(MATERIAL FOR THE TASK begins)

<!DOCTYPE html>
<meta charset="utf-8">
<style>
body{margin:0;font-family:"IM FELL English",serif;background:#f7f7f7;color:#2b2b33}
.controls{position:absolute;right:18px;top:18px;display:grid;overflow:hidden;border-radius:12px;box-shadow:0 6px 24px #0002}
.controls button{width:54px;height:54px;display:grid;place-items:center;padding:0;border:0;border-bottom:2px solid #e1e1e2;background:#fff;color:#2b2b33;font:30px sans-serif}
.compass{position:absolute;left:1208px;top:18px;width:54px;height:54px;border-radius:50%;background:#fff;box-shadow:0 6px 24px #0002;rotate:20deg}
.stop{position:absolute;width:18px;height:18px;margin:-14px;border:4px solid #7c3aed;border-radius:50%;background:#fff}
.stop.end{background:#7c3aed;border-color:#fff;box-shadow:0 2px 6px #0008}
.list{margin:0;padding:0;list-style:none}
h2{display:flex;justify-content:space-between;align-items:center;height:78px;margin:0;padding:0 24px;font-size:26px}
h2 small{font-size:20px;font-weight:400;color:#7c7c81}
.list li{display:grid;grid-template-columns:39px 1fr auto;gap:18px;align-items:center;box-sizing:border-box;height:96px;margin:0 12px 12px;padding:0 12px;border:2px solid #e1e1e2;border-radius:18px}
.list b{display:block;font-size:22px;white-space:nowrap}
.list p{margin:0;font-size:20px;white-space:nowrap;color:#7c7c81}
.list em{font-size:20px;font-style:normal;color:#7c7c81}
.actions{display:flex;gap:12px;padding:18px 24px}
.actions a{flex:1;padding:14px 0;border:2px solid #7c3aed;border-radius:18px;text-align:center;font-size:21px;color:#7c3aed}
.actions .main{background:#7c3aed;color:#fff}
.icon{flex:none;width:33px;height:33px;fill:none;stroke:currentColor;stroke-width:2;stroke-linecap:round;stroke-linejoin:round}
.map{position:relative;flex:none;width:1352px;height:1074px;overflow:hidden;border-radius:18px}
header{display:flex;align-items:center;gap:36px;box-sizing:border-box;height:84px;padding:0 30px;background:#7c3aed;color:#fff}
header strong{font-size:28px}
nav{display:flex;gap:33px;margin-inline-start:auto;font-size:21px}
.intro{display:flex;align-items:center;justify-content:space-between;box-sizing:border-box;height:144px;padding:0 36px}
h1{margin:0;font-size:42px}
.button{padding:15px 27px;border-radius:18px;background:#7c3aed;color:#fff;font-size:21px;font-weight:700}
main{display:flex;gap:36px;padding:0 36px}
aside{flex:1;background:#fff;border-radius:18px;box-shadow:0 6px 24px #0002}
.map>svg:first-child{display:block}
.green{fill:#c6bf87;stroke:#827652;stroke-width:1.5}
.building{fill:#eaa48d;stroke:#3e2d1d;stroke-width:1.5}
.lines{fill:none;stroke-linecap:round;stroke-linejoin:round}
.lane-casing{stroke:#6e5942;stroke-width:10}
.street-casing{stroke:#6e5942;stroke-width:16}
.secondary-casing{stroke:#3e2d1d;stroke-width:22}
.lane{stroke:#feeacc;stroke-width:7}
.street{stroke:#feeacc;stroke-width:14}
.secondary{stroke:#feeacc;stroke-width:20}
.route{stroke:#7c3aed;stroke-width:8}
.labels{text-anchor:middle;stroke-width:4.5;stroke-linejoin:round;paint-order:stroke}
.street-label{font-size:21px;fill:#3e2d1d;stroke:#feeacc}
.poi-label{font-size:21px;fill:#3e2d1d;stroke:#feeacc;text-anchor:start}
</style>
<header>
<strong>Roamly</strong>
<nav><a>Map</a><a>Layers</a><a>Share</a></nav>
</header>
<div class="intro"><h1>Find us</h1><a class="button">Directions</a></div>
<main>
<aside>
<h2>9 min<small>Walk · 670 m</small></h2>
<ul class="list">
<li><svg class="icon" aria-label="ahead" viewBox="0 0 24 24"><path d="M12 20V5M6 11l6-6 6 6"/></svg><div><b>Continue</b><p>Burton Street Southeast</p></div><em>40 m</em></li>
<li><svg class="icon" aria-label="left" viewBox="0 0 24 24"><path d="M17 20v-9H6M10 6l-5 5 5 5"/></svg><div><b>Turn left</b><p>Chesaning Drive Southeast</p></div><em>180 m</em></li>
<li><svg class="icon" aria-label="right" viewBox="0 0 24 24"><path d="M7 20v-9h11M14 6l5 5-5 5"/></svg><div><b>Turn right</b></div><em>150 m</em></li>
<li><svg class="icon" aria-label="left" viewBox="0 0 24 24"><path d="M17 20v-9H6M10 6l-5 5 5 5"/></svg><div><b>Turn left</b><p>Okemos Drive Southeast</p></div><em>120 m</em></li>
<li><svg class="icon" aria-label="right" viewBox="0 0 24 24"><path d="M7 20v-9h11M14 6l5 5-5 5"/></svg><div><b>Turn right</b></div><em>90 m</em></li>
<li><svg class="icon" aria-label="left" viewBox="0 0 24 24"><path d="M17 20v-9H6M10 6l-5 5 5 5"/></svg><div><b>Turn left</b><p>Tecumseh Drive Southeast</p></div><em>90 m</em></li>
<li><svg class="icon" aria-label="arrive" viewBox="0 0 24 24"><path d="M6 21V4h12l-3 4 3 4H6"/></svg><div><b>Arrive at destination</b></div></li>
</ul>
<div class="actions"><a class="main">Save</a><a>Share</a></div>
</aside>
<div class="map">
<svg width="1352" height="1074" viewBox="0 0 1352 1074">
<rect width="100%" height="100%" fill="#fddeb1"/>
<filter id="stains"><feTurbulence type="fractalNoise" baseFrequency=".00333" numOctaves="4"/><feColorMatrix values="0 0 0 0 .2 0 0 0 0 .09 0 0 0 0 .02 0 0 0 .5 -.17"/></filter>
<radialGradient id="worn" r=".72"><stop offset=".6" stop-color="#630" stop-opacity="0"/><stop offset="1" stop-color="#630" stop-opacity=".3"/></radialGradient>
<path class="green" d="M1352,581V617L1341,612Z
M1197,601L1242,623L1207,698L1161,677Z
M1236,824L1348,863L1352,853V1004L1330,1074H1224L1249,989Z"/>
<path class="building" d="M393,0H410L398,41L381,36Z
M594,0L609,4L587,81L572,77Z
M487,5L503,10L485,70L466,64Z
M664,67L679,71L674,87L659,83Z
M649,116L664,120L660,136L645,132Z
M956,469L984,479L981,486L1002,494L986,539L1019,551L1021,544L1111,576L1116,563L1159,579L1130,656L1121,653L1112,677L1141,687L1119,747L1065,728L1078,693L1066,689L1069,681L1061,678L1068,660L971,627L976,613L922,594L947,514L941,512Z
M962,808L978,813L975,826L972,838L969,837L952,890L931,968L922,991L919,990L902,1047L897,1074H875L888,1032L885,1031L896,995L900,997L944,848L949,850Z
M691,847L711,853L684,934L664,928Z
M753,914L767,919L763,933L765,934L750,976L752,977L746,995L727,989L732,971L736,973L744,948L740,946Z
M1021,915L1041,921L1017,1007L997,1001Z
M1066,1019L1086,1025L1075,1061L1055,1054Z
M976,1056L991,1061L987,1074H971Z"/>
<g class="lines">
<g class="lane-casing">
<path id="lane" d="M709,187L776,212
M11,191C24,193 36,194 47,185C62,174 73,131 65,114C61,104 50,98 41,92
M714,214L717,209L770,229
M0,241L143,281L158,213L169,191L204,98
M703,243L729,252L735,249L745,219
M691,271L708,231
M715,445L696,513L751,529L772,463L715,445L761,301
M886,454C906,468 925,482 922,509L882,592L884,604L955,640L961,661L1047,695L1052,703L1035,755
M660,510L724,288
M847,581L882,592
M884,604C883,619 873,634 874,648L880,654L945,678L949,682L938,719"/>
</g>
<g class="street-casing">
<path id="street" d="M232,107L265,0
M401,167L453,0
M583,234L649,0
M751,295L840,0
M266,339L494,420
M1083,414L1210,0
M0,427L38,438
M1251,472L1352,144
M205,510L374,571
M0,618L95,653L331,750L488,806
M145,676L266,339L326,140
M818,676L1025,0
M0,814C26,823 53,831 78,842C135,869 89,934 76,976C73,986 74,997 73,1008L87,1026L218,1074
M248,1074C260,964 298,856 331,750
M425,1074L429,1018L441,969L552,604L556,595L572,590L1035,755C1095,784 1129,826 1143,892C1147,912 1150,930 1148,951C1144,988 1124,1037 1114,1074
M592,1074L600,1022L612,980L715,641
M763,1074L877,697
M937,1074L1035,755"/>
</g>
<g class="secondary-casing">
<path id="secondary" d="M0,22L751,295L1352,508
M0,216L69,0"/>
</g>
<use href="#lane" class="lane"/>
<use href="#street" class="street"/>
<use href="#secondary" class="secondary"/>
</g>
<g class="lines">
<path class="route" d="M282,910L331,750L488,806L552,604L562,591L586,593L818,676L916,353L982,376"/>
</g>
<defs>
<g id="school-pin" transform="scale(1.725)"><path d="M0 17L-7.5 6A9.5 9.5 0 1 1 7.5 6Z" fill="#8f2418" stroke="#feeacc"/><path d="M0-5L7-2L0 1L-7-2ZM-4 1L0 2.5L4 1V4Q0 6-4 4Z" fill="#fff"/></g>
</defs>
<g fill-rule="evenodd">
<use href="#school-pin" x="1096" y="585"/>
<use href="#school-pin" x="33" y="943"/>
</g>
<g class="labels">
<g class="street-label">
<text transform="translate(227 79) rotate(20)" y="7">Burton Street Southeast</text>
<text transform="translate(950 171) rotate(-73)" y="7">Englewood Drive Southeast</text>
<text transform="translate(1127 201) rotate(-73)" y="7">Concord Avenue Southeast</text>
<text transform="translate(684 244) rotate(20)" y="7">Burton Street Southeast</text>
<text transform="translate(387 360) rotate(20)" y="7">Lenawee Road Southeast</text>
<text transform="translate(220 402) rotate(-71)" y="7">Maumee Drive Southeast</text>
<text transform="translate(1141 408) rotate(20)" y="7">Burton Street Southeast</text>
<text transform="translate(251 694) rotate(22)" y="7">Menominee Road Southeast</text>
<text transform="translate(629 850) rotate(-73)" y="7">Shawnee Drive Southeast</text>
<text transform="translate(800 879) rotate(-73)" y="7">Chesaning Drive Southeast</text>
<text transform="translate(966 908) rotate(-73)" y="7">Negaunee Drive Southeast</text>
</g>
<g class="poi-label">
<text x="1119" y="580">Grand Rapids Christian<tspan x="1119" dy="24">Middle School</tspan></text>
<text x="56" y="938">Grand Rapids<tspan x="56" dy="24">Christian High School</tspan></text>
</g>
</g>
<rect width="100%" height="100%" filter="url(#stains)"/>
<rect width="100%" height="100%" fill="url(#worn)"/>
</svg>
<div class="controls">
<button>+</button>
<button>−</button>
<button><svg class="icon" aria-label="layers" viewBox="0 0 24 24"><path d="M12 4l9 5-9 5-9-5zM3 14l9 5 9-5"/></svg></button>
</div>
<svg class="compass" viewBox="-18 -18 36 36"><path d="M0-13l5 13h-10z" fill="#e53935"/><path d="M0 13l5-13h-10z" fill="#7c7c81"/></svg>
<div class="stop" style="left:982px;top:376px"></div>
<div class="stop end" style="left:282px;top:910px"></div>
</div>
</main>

(MATERIAL FOR THE TASK ends)

Each line above with the string "grid" should be reported in full.

» **RESPONSE BOX**:
.controls{position:absolute;right:18px;top:18px;display:grid;overflow:hidden;border-radius:12px;box-shadow:0 6px 24px #0002}
.controls button{width:54px;height:54px;display:grid;place-items:center;padding:0;border:0;border-bottom:2px solid #e1e1e2;background:#fff;color:#2b2b33;font:30px sans-serif}
.list li{display:grid;grid-template-columns:39px 1fr auto;gap:18px;align-items:center;box-sizing:border-box;height:96px;margin:0 12px 12px;padding:0 12px;border:2px solid #e1e1e2;border-radius:18px}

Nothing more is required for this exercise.